Wednesday 17 March 2010

CLOUD COMPUTING

Cloud computing is all the rage. I have to admit that I don't understand much of the technical side of it. But the basic idea is that companies and individuals "outsource" their computer functions, both data and programmes, to a specialist provider with vast storage capacity (the "cloud"). When you want to use the computer, you simply download the relevant programme and data using the internet. As with other outsourcing functions, you hand over the running to experts (in return for a fee), and avoid the need for costly hardware, server rooms and other things. You don't need much more than a laptop with an internet connection.

Superficially, this is extremely attractive. Yet I must admit that I have deep suspicions that the benefits do not exceed the hidden costs. The biggest of these is the threat to security. Once the data is in the hands of the provider, you lose control of it. Each time you upload and download, the data passes through the - unregulated and unsecured - internet (yes, you can encrypt, but what small business or individual wants to do that all of the time just to get onto Facebook?). Providers are not 100% secure (think of Microsoft and its ubiquitous patches). And there is a small army of cyber criminals who are doing all they can to get their hands on your information. Nowadays they do that mainly by hacking or phishing, but in a cloud world, wouldn't it simply be easier to bribe a provider's data manager?

There are also jurisdictional issues. Is the data of a Danish company, handed over to a U.K. provider but stored on a server in India, covered by Danish, English or Indian law or a mix of them? What happens if data is "lost" (the loss of the tax records of half of the U.K. population spring to mind)? Who pays compensation and how is it calculated (the value of information can be wildly different to different people)? Will there be sufficient privacy safeguards when the provider can in principle oversee everything you do with a particular programme?
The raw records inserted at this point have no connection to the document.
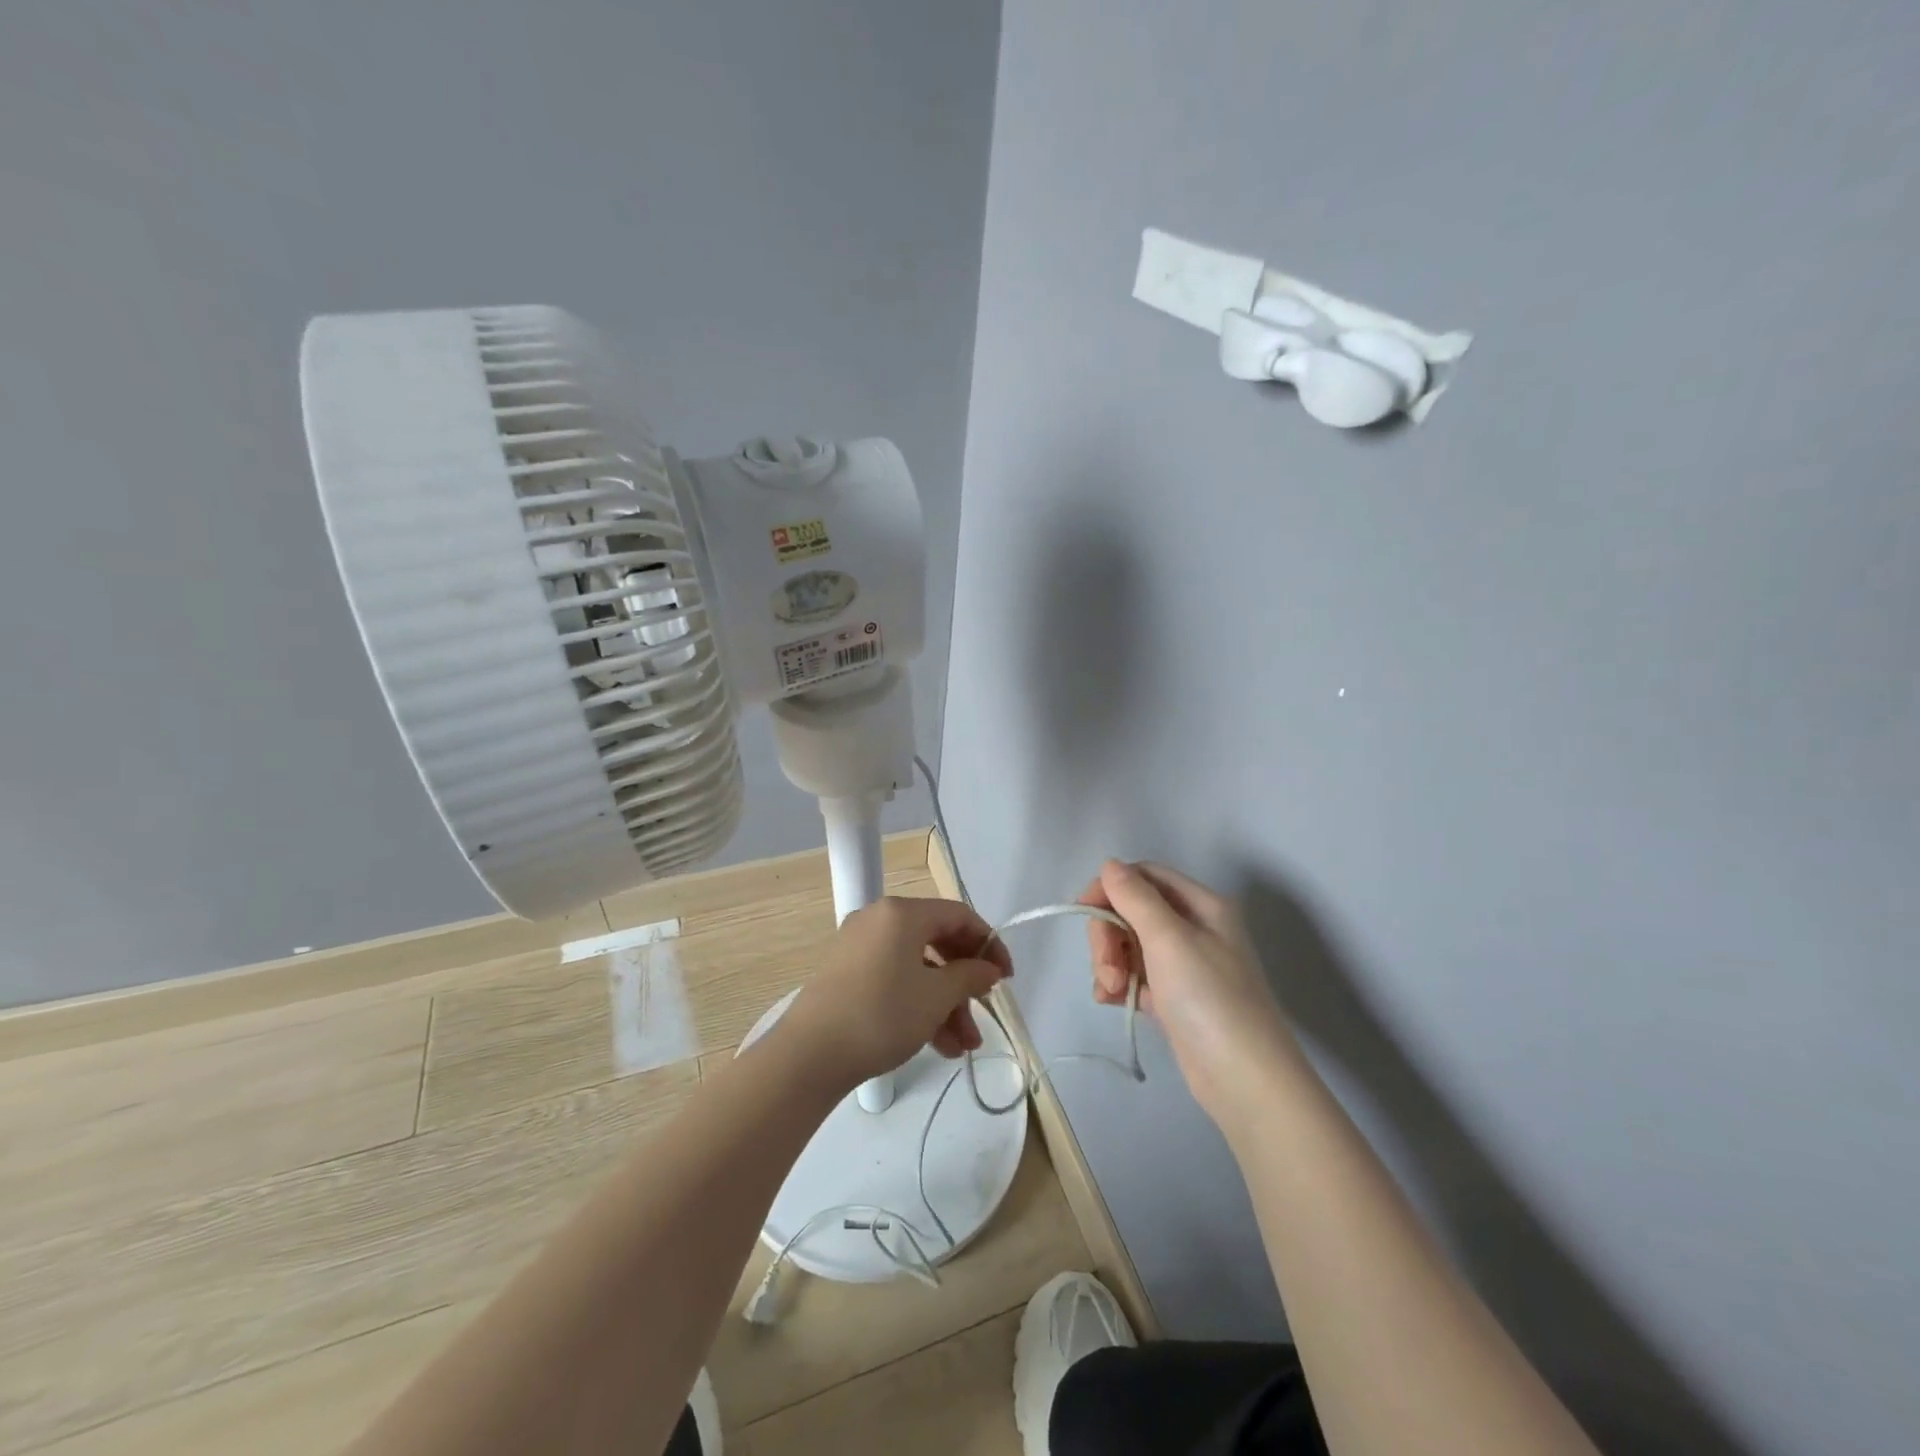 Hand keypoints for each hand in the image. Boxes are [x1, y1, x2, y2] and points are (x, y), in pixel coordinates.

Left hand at [782, 897, 1012, 1090]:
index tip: (1005, 977)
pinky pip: (894, 979)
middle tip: (983, 1013)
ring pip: (916, 967)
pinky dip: (918, 1005)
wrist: (809, 1055)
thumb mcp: (936, 997)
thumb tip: (988, 969)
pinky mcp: (847, 974)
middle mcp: (879, 920)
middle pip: (937, 942)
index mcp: (901, 913)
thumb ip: (969, 977)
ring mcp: (859, 947)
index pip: (958, 915)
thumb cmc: (881, 1014)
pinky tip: (938, 1045)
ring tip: (964, 1047)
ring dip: (944, 1004)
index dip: (988, 944)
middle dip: (964, 983)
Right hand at [1080, 860, 1297, 1120]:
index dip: (1110, 888)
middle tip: (1106, 968)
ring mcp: (1185, 965)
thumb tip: (1110, 864)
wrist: (1245, 1080)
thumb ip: (1135, 897)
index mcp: (1201, 905)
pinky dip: (1118, 984)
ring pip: (1129, 944)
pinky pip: (1135, 976)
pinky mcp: (1175, 998)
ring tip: (1110, 991)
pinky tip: (1110, 1001)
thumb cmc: (1209, 999)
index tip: (1083, 912)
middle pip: (1132, 911)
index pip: (1145, 876)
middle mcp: (1194, 928)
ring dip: (1110, 962)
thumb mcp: (1169, 939)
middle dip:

Techies will presumably say that they are well on the way to solving these problems, and that I am a stone-age neanderthal that just doesn't "get it". Well, I don't. As one fellow sceptic put it, you wouldn't give your personal tax data in an envelope to someone off the street, whom you had never met before. Yet it seems that when you upload your personal data to a server somewhere in cloudland, you are doing pretty much the same thing.